4.2. Simulation of Other Disturbances

This section shows the results of applying the TSCOPF algorithm to other types of contingencies using the different integration methods presented in Section 4.1. Three different types of contingencies are studied: (1) the power outage of a generator; (2) the loss of a load; and (3) the loss of a line. Three of the most severe cases are presented here:
  • The power outage of power plant connected to bus 30 which is injecting 800 MW to the grid
  • The loss of the load connected to bus 20 which is the largest of the system and consumes 680 MW.
  • The loss of the line connecting buses 2 and 3.
In contrast to the three-phase short-circuits presented previously these contingencies are not critical, which means that the operational costs given by the TSCOPF is the same obtained with an OPF. Figure 8 illustrates the speed deviation of different power plants when the described contingencies occur. Figure 8a shows the rotor speed deviation of power plants connected to buses 37 and 38 after a sudden disconnection of the power plant connected to bus 30. It can be observed how the speed of the machines decreases as they assume the generation of the disconnected power plant. It is remarkable how the curves obtained using the different integration methods follow the same tendency as those presented in Section 4.1. The forward Euler method presents the most conservative solution because it maintains the size of the oscillations. On the other hand, the trapezoidal rule and, to a higher degree, the backward Euler method damp the oscillations with respect to the reference solution. Figure 8b shows the rotor speed deviation of power plants connected to buses 34 and 36 when the load connected to bus 20 is shed.
In this scenario, the rotor speed of synchronous machines increases as they transform the demand of the disconnected load into kinetic energy. Again, the result of the curves obtained by the different integration methods follows the same tendency. Finally, Figure 8c shows the rotor speed deviation of power plants connected to buses 30 and 31 when the line connecting buses 2 and 3 is lost. Similar conclusions can be obtained here with respect to the different integration methods.

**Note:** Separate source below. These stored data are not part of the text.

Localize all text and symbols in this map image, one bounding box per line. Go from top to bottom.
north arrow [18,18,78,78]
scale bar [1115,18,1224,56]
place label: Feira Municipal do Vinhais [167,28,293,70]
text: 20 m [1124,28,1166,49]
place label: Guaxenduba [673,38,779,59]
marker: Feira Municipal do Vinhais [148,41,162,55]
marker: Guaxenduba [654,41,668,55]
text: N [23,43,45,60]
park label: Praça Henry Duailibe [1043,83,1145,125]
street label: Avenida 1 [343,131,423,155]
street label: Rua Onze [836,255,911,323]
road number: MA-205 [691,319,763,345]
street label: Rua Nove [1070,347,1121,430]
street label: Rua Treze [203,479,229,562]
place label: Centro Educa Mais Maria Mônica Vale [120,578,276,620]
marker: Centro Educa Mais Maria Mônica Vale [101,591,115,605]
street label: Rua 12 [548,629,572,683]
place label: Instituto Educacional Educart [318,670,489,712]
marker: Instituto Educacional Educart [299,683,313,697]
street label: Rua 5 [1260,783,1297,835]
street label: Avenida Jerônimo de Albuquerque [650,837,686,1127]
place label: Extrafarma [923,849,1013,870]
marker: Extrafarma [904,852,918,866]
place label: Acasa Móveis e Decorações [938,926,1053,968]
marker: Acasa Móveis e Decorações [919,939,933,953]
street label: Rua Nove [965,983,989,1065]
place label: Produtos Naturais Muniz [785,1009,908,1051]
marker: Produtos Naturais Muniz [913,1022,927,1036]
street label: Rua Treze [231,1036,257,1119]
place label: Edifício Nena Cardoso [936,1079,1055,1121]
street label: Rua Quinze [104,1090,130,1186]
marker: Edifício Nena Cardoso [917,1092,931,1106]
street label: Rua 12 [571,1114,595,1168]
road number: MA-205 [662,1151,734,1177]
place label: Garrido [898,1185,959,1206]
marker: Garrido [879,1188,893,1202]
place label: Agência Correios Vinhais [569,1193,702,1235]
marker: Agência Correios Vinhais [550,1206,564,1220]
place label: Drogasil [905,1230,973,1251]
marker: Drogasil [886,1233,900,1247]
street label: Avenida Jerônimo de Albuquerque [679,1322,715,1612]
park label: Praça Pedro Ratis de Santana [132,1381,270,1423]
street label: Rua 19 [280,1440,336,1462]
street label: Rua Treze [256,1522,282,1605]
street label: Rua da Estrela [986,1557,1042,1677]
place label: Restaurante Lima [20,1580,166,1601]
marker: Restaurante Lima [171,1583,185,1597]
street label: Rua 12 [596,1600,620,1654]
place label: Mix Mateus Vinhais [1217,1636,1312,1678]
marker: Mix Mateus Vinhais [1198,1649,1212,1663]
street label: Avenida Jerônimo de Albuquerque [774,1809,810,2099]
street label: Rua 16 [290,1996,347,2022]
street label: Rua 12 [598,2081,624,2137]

4.3. Generalized Theta Method

The Theta method represents alternatively the forward Euler method, when Theta = 1, the Trapezoidal Rule, when Theta = 0.5, and the backward Euler method, when Theta = 0 [17]. The generalized Theta method makes it possible to extend the range of application of this notation by assigning to Theta any other number between 0 and 1 in Equations (14)–(17).
Figure 9 shows the generation costs obtained when different values of Theta are used in the case of a short circuit at bus 16 and various time steps. A similar result is obtained with all the Theta values for short integration time steps However, as the integration step increases, the result obtained for the same case increases as the Theta value grows. These results are consistent with those shown in the previous section: the forward Euler method provides a more conservative solution, and therefore a slightly higher generation cost. As shown in Figure 9, the relation between the value of Theta and the generation cost when the generalized Theta method is applied is essentially linear.
Figure 10 shows the computation time needed to solve the cases in Figure 9. Similar convergence times are obtained using large integration time steps since the size of the optimization problem is small. However, it can be observed that the computation time tends to increase with Theta = 0 and with Theta = 1 when the time step is short. These are the cases corresponding to the forward and backward Euler methods, which are the cases in which the state variables appear at just one discretization point in the discretized differential Equations (14)–(17). According to Figure 10, when the computation time is an issue it is advisable to avoid these methods.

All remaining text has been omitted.